Столы в ресторане были составлены вдоль стен, и на них громоздились живописные горы разнообразных фруктов, маленьких бутербродов и прочих милых пустячков; стюарды, похожие на быстрых черно-белых птиц, скользили, разнося напитки. Я оказался в компании с высоким бокалом, содержащим нечто полосатое, с соломинкой и ломтиком лимона, оседлавшим кромку бокала, как мальчишка соседский забор.
Атсон с костюмом не мудрил: просто надвинул стетсон на лоб и перевязал нижнюю часть лица клетчатым платком.

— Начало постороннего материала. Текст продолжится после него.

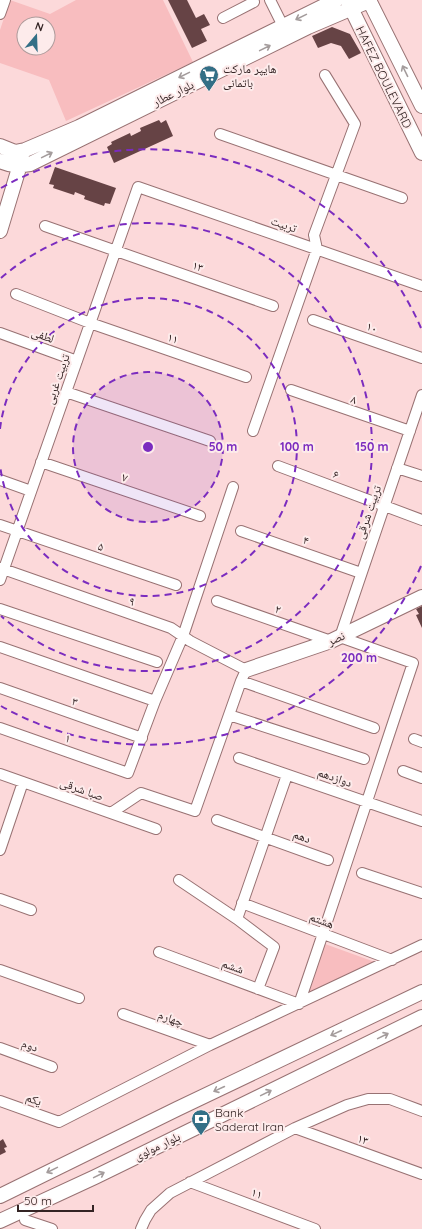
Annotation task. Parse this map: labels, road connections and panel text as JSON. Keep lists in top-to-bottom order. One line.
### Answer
{"streets":{"street":["HAFEZ BOULEVARD","بلوار عطار","تربیت","۱۳","۱۰","لطفی","۱۱","تربیت غربی","۸","۶","۷","تربیت شرقی","۴","۵","۹","۲","نصر","۳","۱","دوازدهم","صبا شرقی","دهم","هشتم","ششم","چهارم","دوم","یکم","بلوار مولوی"]},"crossings":[["HAFEZ BOULEVARD","بلوار عطار"],["تربیت","تربیت غربی"],["۱۳","تربیت غربی"],["لطفی","تربیت غربی"],["۱۱","تربیت غربی"],["تربیت غربی","۷"],["تربیت غربی","۵"],["تربیت غربی","۹"],["۸","تربیت شرقی"],["۶","تربیت شرقی"],["تربیت شرقی","۴"],["تربیت شرقی","۲"],["تربیت شرقی","نصر"],["۹","نصر"],["۲","نصر"],["۲","دوازدهم"],["۳","۱"],["چهارم","یکم"]],"places":{"supermarket":["هایپر مارکت باتمانی"],"bank":["Bank Saderat Iran"]},"scale_bar":"50 m","north":"top","rings":["50 m","100 m","150 m","200 m"]}
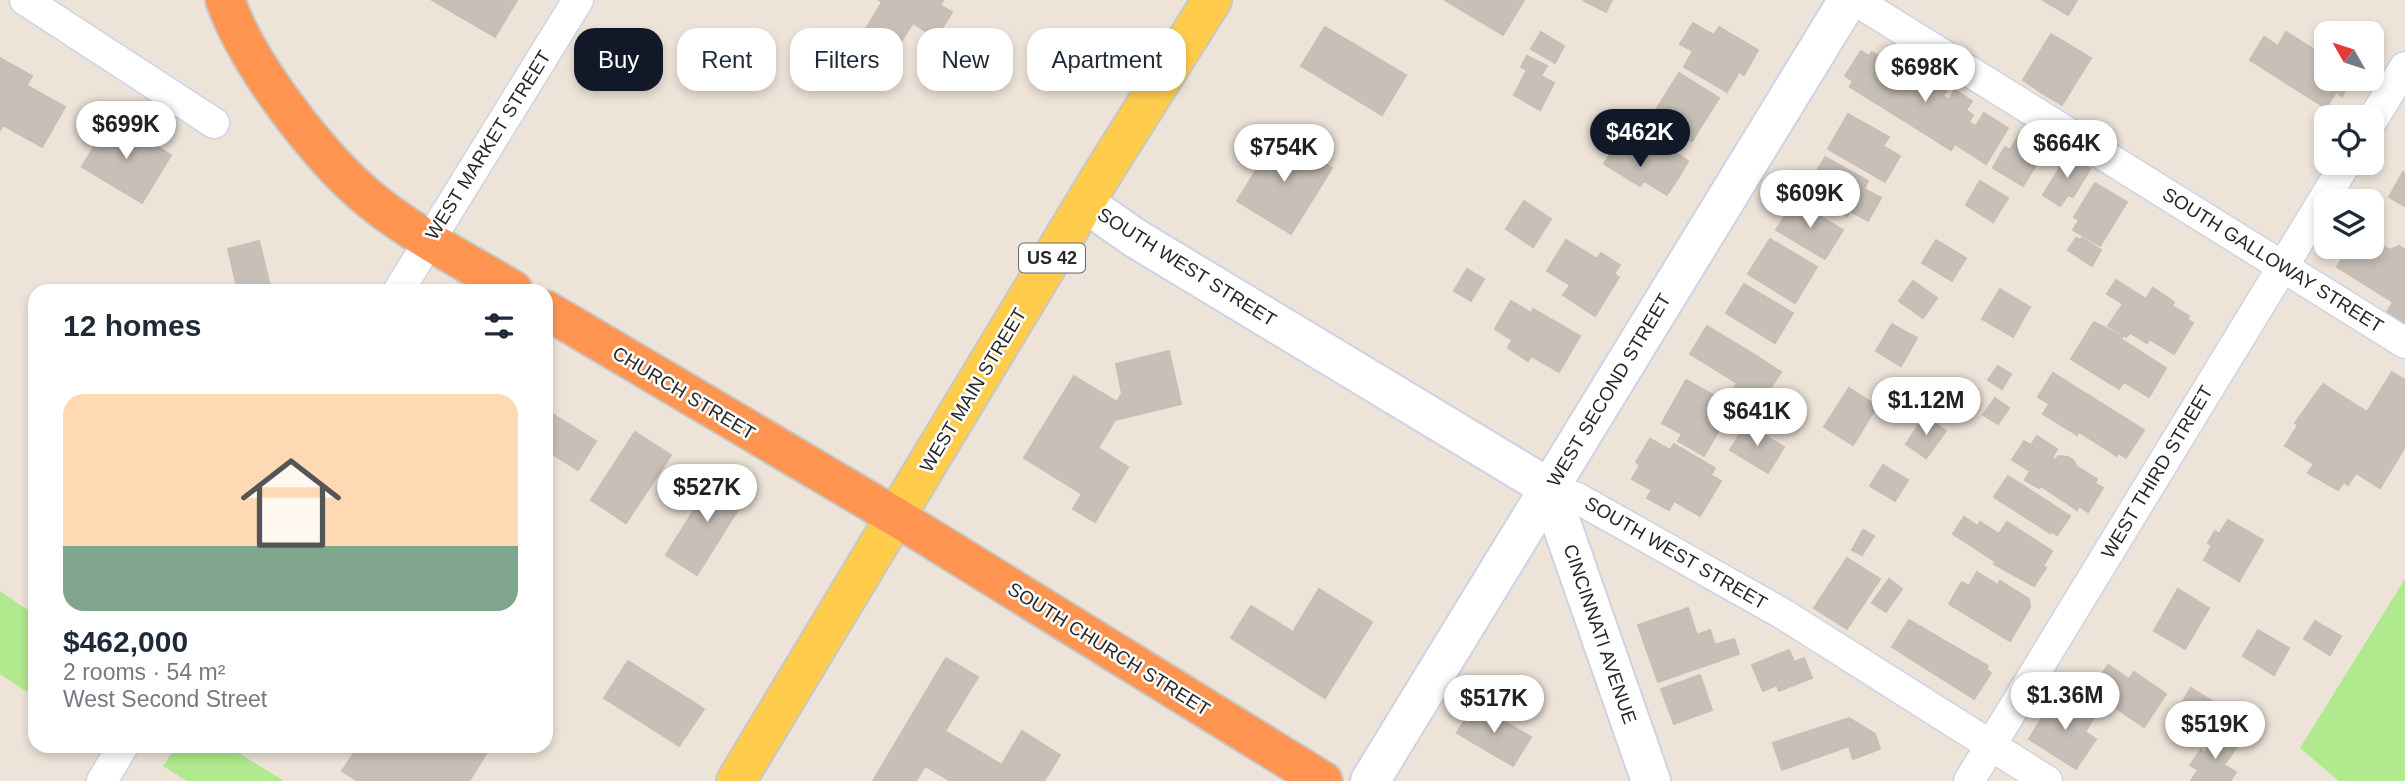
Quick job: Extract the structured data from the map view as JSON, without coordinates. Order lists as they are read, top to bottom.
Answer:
{
  "streets": {
    "highway": ["CHURCH STREET", "SOUTH CHURCH STREET"],
    "main road": [
      "US 42",
      "SOUTH WEST STREET",
      "WEST MAIN STREET",
      "WEST SECOND STREET",
      "CINCINNATI AVENUE"
    ],
    "street": ["WEST MARKET STREET", "SOUTH GALLOWAY STREET", "WEST THIRD STREET"]
  },
  "crossings": [
    ["SOUTH GALLOWAY STREET", "WEST THIRD STREET"],
    ["SOUTH WEST STREET", "WEST MAIN STREET"],
    ["SOUTH WEST STREET", "WEST SECOND STREET"],
    ["SOUTH WEST STREET", "WEST THIRD STREET"],
    ["SOUTH WEST STREET", "CINCINNATI AVENUE"],
    ["WEST MAIN STREET", "CHURCH STREET"],
    ["WEST MAIN STREET", "SOUTH CHURCH STREET"],
    ["WEST SECOND STREET", "CINCINNATI AVENUE"],
    ["CHURCH STREET", "SOUTH CHURCH STREET"]
  ],
  "north": "top left",
  "page": {
    "chip": [
      "Buy",
      "Rent",
      "Filters",
      "New",
      "Apartment"
    ],
    "price": [
      "$698K",
      "$699K",
      "$462K",
      "$664K",
      "$754K",
      "$609K",
      "$1.12M",
      "$641K",
      "$527K",
      "$1.36M",
      "$517K",
      "$519K"
    ],
    "heading": "12 homes",
    "list": [
      {
        "name": "$462,000",
        "note": "2 rooms · 54 m² · West Second Street"
      }
    ]
  }
}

Теперь он внимательно присматривался к коктейлю, не решаясь что-либо предпринять.
– Хотите, я прострелю вам платок? – предложил я. – В дырку можно будет вставить соломинку.
– Я бы лучше вставил соломинку этой чертовой англичанке, – сказал Атсон. – Представляете, Ник, я уже всерьез раскатал губу на наследство.
– Еще не все потеряно, – обнадежил его я. – Тело так и не нашли.
– И не найдут никогда: Эх, если бы мы жили по американским законам: представляете, богатый дядюшка лежит каких-то два года на дне реки Гудзон в безвестной отлучке – и вот к вам заявляются адвокаты, страховые агенты, прилипалы…
– Не забывайте, Билл, что первенец я.
– Ну, это дело поправимо, – он легкомысленно махнул рукой. – Я же говорю: по американским законам.
– А-а, – понял я.
И тут оркестр наш заиграл!
Я смотрел, как идет Марлен. Перед нею все исчезали.
– Простите, Билл, – сказал я и пошел ей навстречу.
На балу она была пейзанка в крахмальном чепчике. Мы встретились в центре зала, потому что не могли не встретиться. Я сразу повел ее. Она была необыкновенно гибкая и точная.
– Ты задержишься в Америке? – спросила она.
– Если все будет хорошо – то нет, – сказал я.
– Тогда я помолюсь, чтобы все было плохо.
– Вряд ли эту молитву услышат: Тебе не перекричать толпу.
– Я постараюсь перекричать.
– Господи, Марлен… В твоем распоряжении будет вся голливудская конюшня. Как только ты увидишь живого Дугласа Фербенкса, ты мгновенно забудешь уродливую музейную крысу.
– Не лги женщине. Ты такая же музейная крыса, как я – непорочная дева-кармелитка.
– А даже если и так? Что тогда?
– Не знаю. Только чувствую, что если ты мне скажешь сейчас: брось все, иди со мной – брошу и пойду. Как будто бы: как за вечной молодостью. Ты понимаешь?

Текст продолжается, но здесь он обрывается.